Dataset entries

########

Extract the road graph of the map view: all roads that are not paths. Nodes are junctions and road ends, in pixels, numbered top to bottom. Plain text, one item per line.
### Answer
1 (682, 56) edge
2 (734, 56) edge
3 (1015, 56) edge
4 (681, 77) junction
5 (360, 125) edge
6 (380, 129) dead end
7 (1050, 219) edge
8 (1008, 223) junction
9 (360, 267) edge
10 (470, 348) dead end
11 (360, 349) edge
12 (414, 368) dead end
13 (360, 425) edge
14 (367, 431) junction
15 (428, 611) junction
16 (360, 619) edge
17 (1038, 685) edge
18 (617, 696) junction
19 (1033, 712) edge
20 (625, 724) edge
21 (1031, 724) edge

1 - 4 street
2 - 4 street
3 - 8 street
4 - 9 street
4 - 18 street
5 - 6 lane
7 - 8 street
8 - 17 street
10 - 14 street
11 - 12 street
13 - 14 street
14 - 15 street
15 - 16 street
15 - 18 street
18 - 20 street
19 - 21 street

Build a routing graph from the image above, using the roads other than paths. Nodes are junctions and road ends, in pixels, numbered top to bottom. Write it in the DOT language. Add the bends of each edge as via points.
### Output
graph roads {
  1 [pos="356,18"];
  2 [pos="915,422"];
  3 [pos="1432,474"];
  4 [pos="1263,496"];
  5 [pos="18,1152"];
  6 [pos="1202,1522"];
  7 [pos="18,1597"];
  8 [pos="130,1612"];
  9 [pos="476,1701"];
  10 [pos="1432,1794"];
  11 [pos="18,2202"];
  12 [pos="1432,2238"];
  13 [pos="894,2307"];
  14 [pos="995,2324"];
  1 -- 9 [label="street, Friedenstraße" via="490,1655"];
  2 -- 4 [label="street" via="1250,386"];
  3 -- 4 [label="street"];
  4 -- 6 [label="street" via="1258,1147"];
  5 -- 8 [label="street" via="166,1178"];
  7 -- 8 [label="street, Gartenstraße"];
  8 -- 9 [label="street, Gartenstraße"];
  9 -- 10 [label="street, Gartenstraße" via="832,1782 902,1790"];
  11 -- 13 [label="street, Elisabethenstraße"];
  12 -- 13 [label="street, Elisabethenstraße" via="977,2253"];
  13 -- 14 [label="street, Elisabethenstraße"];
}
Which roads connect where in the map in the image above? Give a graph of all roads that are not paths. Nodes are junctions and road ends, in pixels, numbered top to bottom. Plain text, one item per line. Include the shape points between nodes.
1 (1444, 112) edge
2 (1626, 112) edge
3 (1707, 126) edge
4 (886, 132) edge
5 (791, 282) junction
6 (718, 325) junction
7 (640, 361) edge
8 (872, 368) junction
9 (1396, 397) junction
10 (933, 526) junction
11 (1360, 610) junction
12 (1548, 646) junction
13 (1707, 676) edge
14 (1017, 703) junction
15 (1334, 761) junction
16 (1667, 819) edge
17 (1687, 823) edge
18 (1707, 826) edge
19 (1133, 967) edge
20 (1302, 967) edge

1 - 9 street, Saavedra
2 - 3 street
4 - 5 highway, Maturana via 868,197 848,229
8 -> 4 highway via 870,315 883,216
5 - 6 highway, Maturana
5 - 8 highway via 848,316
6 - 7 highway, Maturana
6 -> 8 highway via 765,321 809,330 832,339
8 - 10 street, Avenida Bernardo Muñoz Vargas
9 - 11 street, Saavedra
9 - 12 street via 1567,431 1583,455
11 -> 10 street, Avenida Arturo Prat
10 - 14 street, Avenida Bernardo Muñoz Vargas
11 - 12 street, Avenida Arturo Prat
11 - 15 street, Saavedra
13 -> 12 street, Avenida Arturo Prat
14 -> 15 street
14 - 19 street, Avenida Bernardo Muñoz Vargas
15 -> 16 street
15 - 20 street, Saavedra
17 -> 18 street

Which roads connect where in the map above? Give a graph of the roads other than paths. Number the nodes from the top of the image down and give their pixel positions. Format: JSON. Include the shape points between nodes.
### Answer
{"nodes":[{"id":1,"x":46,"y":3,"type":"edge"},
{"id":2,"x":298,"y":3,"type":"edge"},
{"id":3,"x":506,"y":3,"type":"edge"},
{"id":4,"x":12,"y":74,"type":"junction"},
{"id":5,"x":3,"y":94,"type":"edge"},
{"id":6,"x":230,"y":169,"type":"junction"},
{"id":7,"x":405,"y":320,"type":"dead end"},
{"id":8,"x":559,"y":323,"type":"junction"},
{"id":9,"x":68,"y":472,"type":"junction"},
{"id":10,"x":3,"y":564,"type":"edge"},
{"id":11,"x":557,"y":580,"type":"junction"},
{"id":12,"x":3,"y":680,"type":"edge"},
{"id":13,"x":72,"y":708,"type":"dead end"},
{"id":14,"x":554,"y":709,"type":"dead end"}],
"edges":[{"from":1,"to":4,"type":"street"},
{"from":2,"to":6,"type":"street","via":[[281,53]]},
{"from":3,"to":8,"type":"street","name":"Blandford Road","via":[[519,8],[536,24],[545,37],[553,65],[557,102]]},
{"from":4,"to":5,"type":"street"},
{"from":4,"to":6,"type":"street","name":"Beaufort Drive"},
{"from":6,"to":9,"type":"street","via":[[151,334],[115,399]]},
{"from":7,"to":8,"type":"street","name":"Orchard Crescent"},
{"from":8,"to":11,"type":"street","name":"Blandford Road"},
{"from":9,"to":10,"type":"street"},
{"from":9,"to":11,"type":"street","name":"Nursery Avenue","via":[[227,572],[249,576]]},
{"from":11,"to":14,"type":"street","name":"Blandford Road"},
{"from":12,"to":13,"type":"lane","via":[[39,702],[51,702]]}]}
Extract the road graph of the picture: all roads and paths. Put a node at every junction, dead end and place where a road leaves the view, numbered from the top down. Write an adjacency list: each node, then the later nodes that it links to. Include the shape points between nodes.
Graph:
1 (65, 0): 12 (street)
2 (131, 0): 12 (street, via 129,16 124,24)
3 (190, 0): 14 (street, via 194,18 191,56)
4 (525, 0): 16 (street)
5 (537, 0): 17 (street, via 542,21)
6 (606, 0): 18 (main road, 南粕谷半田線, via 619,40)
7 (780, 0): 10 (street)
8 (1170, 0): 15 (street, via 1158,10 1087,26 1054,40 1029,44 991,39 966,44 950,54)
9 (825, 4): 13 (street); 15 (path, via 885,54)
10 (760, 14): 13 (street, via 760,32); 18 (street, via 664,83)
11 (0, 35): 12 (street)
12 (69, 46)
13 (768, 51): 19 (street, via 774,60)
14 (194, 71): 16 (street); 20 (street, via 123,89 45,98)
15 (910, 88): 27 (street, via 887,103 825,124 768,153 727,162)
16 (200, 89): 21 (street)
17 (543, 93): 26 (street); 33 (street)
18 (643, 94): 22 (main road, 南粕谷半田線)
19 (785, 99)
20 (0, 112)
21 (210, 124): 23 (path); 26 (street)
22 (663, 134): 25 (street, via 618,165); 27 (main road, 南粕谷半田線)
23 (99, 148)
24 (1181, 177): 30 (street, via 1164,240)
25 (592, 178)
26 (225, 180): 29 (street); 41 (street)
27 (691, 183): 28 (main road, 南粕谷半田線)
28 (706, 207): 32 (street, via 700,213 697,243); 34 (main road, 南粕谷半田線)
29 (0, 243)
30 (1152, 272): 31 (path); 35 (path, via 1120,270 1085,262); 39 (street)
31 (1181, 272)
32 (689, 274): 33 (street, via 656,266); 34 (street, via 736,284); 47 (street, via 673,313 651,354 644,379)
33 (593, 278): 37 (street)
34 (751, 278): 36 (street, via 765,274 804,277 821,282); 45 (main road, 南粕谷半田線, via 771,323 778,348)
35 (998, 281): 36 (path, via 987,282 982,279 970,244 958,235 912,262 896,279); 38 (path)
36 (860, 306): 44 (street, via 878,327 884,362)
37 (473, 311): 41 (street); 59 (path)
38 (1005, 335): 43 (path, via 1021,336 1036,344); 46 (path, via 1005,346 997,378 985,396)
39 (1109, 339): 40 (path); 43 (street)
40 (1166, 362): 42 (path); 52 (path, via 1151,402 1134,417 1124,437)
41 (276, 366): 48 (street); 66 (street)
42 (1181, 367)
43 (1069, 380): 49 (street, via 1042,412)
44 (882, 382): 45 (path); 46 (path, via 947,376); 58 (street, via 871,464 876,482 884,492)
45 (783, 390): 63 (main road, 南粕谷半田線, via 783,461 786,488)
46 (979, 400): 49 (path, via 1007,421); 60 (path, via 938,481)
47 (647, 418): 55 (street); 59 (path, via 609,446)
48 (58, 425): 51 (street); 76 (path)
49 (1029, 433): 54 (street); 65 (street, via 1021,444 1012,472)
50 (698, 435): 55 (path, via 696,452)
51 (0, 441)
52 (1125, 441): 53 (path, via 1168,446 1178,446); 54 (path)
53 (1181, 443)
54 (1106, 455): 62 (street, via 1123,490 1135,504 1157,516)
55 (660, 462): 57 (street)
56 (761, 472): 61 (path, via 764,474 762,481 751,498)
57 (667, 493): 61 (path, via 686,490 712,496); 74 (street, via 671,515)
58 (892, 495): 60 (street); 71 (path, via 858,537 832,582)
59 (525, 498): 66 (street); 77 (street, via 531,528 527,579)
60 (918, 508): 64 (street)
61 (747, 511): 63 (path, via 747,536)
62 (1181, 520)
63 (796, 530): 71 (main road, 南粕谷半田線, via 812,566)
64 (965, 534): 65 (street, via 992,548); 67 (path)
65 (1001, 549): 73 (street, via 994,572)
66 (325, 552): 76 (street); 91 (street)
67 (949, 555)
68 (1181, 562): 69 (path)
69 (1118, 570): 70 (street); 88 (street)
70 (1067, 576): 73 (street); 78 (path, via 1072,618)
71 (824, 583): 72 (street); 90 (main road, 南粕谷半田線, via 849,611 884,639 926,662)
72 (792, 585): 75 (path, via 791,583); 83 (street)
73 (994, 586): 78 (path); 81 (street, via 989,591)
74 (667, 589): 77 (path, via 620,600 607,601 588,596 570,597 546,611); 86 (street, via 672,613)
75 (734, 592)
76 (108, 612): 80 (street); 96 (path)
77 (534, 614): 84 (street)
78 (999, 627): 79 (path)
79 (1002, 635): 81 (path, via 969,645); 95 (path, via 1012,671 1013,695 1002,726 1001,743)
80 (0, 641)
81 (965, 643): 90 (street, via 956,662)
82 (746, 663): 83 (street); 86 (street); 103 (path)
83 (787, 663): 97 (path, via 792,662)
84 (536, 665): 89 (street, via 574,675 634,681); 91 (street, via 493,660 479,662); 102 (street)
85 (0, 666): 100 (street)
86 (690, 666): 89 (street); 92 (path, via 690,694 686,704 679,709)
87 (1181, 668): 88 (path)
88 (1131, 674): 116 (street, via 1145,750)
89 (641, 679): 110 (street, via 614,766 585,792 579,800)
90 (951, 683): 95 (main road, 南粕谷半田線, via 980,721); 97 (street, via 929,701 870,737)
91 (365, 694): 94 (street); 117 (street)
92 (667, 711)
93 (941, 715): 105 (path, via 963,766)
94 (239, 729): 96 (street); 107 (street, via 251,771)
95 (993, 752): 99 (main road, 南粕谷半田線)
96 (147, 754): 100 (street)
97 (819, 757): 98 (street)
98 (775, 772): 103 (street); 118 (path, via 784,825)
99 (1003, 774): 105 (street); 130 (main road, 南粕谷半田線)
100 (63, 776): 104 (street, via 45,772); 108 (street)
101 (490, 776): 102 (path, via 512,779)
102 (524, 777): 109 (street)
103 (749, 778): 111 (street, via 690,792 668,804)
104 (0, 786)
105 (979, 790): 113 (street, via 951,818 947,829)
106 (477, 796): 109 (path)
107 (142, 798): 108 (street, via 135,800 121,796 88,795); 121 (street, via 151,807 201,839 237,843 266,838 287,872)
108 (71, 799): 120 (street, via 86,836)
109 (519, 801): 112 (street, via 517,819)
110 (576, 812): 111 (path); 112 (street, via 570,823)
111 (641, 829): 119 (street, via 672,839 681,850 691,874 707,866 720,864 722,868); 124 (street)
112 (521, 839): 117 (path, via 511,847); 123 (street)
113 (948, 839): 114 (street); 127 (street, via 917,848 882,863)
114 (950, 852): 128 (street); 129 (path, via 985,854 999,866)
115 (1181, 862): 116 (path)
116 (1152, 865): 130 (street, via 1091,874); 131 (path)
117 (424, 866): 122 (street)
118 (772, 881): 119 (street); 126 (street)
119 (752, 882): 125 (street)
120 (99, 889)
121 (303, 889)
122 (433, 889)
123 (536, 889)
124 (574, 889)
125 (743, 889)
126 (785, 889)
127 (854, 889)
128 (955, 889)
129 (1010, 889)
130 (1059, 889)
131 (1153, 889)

########

**WHAT TO PRODUCE:** Go through the entries and return each line where the word "Blandford" occurs.

**WRITTEN REPLY:**
{"from":3,"to":8,"type":"street","name":"Blandford Road","via":[[519,8],[536,24],[545,37],[553,65],[557,102]]},
{"from":8,"to":11,"type":"street","name":"Blandford Road"},
{"from":11,"to":14,"type":"street","name":"Blandford Road"},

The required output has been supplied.